Every day, there are people succeeding in a rags to riches story, in every field and industry. However, the "American Dream" is simply because at the time, there is a better chance of a rags to riches transformation in the United States.

However, I personally do not associate rags to riches with the US specifically, I associate it with the discovery of a "new frontier"

The new world offers more opportunities, simply because it is new. I would say that the "American dream" started off with Cortez and Columbus, they started the "rags to riches" trend in the new world.

it started with the Conquerors and explorers, than it went to the pioneers and settlers, than it became the industrialists, and now, the rags to riches stories occur in the IT industry.

The rags to riches stories are more likely to happen in a breakthrough, a new frontier. America was once the new frontier, than many subsequent breakthroughs happened in the US.

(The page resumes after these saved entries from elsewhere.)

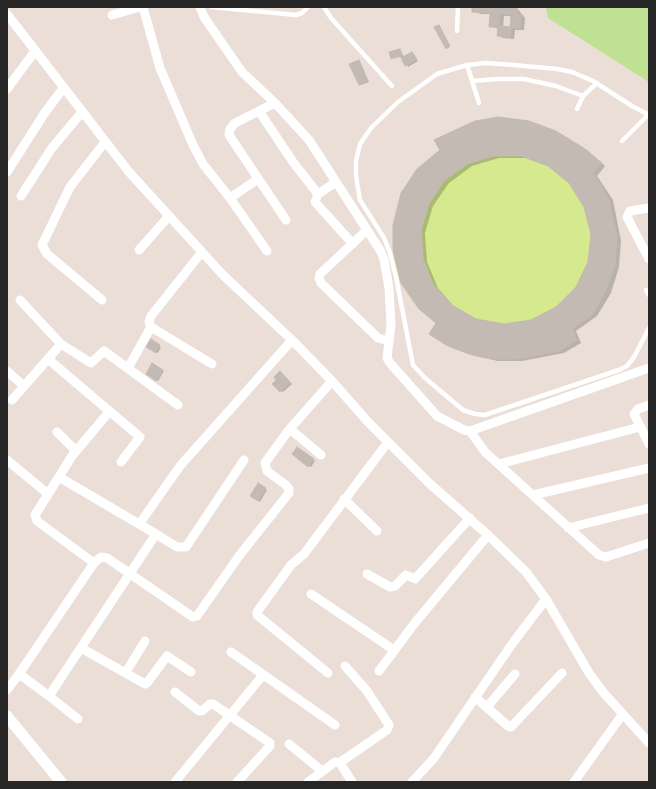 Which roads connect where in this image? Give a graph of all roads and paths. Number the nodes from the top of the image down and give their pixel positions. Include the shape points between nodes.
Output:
1 (142, 7) edge
2 (200, 7) edge
3 (211, 7) edge
4 (308, 7) edge
5 (324, 7) edge
6 (458, 7) edge
7 (7, 14) edge
8 (112, 15) dead end
9 (457, 31) dead end
10 (35, 51) junction
11 (467, 65) junction
12 (472, 81) junction
13 (596, 83) junction
14 (392, 86) dead end
15 (64, 87) junction
16 (7, 89) edge
17 (583, 96) junction
18 (275, 103) junction
19 (479, 103) dead end
20 (577, 109) dead end
21 (259, 111) junction
22 (82, 112) junction
23 (649, 115) edge
24 (622, 141) dead end
25 (105, 142) junction
26 (7, 172) edge
27 (258, 179) junction
28 (336, 182) junction
29 (318, 194) junction
30 (21, 196) dead end
31 (230, 198) junction
32 (649, 208) edge
33 (169, 216) junction
34 (286, 220) dead end
35 (367, 230) junction
36 (353, 244) junction
37 (139, 250) dead end
38 (267, 251) dead end
39 (202, 252) junction
40 (649, 259) edge
41 (20, 300) dead end
42 (102, 300) dead end
43 (151, 327) junction
44 (649, 328) edge
45 (292, 340) junction
46 (389, 341) junction
47 (61, 344) junction
48 (48, 360) junction
49 (212, 364) dead end
50 (128, 368) junction
51 (649, 368) edge
52 (7, 371) edge
53 (332, 381) junction
54 (24, 386) junction
55 (12, 400) dead end
56 (178, 405) dead end
57 (649, 405) edge
58 (109, 412) junction
59 (640, 427) junction
60 (290, 429) junction
61 (470, 431) junction
62 (57, 432) dead end
63 (648, 439) edge
64 (388, 442) junction
65 (76, 451) junction
66 (321, 455) dead end
67 (7, 460) edge
68 (244, 460) dead end
69 (121, 462) dead end
70 (499, 464) junction
71 (649, 468) edge
72 (59, 477) junction
73 (48, 494) junction
74 (533, 495) junction
75 (344, 499) junction
76 (649, 508) edge
77 (470, 518) junction
78 (140, 523) junction
79 (568, 528) junction
80 (377, 531) dead end
81 (156, 534) junction
82 (488, 535) junction
83 (649, 542) edge
84 (94, 563) junction
85 (130, 574) junction
86 (367, 574) dead end
87 (311, 594) dead end
88 (546, 599) junction
89 (145, 641) dead end
90 (81, 648) junction
91 (394, 650) junction
92 (231, 652) dead end
93 (345, 666) dead end
94 (379, 671) dead end
95 (126, 672) junction
96 (191, 672) dead end
97 (328, 673) dead end
98 (562, 673) dead end
99 (19, 674) junction
100 (515, 674) dead end
101 (263, 675) junction
102 (7, 690) edge
103 (175, 692) dead end
104 (49, 696) junction
105 (475, 697) junction
106 (487, 707) junction
107 (622, 715) junction
108 (7, 716) edge
109 (230, 716) junction
110 (78, 719) dead end
111 (7, 725) edge
112 (335, 725) dead end
113 (649, 743) edge
114 (289, 744) dead end
115 (339, 763) junction
116 (322, 771) junction
117 (53, 782) edge
118 (61, 782) edge
119 (175, 782) edge
120 (237, 782) edge
121 (308, 782) edge
122 (352, 782) edge
123 (412, 782) edge
124 (574, 782) edge

1 - 8 street
1 - 31 street via 160,68 192,145 203,164
2 - 18 street via 204,17 242,72
3 - 4 lane via 296,15 302,14
5 - 14 lane
6 - 9 lane
7 - 10 street
10 - 15 street
10 - 16 street
11 - 12 lane
11 - 13 lane via 486,63 557,69 584,76
11 - 44 lane via 437,74 398,102 366,135 360,144 356,161 360,200 384,238 390,253 416,371 463,410 485,414 627,366
12 - 17 lane via 524,79 556,86
12 - 19 lane
13 - 17 lane
13 - 23 lane
15 - 22 street
15 - 26 street
17 - 20 lane
18 - 21 street
18 - 28 street via 309,140
21 - 27 street via 235,123 229,135
21 - 29 street
22 - 25 street
22 - 30 street via 52,148
23 - 24 lane
25 - 33 street
25 - 42 street via 70,187 42,245 47,254
27 - 31 street
27 - 34 street
28 - 29 street
28 - 35 street
29 - 36 street via 316,204
31 - 38 street
32 - 40 street via 630,211 627,217
33 - 37 street
33 - 39 street
35 - 36 street
35 - 46 street via 383,256 388,277 391,316
36 - 46 street via 320,274 320,281 378,338
39 - 43 street via 151,316
39 - 45 street via 242,295
41 - 47 street
43 - 49 street
43 - 50 street
45 - 53 street
45 - 78 street via 180,466
46 - 61 street via 388,361 431,410 437,416
47 - 48 street
47 - 50 street via 91,363 104,352
48 - 54 street
48 - 58 street
50 - 56 street
51 - 61 street
52 - 54 street
53 - 60 street
53 - 64 street
54 - 55 street
57 - 59 street via 635,412
58 - 65 street
58 - 69 street via 140,437
59 - 63 street
59 - 70 street
60 - 66 street
60 - 85 street via 268,457 265,465 267,471 286,484 289,493 239,556 197,616 193,617
61 - 70 street via 485,452
62 - 65 street
64 - 75 street
64 - 77 street via 429,483
65 - 72 street
67 - 73 street
68 - 81 street via 186,547 178,547
70 - 74 street
71 - 74 street
72 - 73 street
72 - 78 street
73 - 84 street via 36,512 36,519
74 - 79 street
75 - 80 street
75 - 97 street via 304,554 292,563 257,612 257,615
76 - 79 street
77 - 82 street
77 - 86 street via 415,579 406,575 390,587
78 - 81 street
79 - 83 street via 601,556 606,557
81 - 85 street
82 - 88 street via 526,572
82 - 91 street
84 - 85 street via 100,557 105,557
84 - 99 street
85 - 90 street
87 - 91 street
88 - 105 street
88 - 107 street via 589,673
89 - 95 street
90 - 95 street
90 - 104 street
91 - 94 street
92 - 101 street
93 - 115 street via 367,691 389,725 387,730
95 - 96 street via 146,684 167,656
98 - 106 street via 511,727
99 - 102 street
99 - 104 street
100 - 106 street
101 - 109 street
101 - 112 street
103 - 109 street via 199,711 212,704
104 - 110 street
105 - 106 street
105 - 123 street via 434,758
107 - 113 street
107 - 124 street
108 - 118 street
109 - 119 street
109 - 120 street via 270,744
111 - 117 street
114 - 116 street
115 - 116 street via 332,763
115 - 122 street
116 - 121 street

The "rags to riches" stories mostly happened in the US, because it was the "new frontier" in most of its history. Than, many subsequent breakthroughs occured in the united states.


this is the classic mis-interpretation of a relationsip. The breakthroughs happened in the US, thus you were more likely to "strike it rich". But you were likely to strike it rich because of the breakthrough developments, not because there is something interent about the United States that makes it more like for a poor man to suddenly strike it rich.

Rags to riches stories are most likely to happen when new trends and breakthroughs appear, there is no geographical relationship. In fact, there has been many success stories within the last few years in Somalia of all places. Pennyless fishermen who took up piracy ended up as millionares. That is the classical "american success story", they took a new emerging trend, ran with it, and got rich. Geography had nothing to do with it.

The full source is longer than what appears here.